> **Provided information**:
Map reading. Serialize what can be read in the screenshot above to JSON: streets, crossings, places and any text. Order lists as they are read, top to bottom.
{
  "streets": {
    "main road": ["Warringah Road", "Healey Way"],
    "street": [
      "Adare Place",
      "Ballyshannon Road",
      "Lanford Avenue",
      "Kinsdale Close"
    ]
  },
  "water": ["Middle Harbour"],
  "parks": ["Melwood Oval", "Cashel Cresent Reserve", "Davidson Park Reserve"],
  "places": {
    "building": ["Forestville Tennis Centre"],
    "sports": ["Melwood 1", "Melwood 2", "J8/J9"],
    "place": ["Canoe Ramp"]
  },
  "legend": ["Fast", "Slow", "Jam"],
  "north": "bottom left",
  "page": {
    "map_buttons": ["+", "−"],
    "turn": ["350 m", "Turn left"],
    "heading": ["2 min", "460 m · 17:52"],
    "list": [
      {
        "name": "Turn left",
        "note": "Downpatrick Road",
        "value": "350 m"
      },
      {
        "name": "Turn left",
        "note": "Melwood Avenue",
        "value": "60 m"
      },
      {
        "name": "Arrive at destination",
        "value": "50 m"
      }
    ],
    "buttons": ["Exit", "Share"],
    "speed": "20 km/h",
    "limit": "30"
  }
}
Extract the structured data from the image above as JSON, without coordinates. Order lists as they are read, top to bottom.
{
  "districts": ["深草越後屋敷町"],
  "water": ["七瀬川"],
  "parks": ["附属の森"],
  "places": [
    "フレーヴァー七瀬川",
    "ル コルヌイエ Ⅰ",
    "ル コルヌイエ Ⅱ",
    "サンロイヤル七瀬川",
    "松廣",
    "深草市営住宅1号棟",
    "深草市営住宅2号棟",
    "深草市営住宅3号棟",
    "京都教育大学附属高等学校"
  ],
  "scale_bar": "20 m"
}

> **What is required**: Nothing before the line holding "Extract the structured" belongs in the answer. Repeat that line and the rest of the listing exactly.

> **Written reply**:
Extract the structured data from the image above as JSON, without coordinates. Order lists as they are read, top to bottom.
{
  "districts": ["深草越後屋敷町"],
  "water": ["七瀬川"],
  "parks": ["附属の森"],
  "places": [
    "フレーヴァー七瀬川",
    "ル コルヌイエ Ⅰ",
    "ル コルヌイエ Ⅱ",
    "サンロイヤル七瀬川",
    "松廣",
    "深草市営住宅1号棟",
    "深草市営住宅2号棟",
    "深草市営住宅3号棟",
    "京都教育大学附属高等学校"
  ],
  "scale_bar": "20 m"
}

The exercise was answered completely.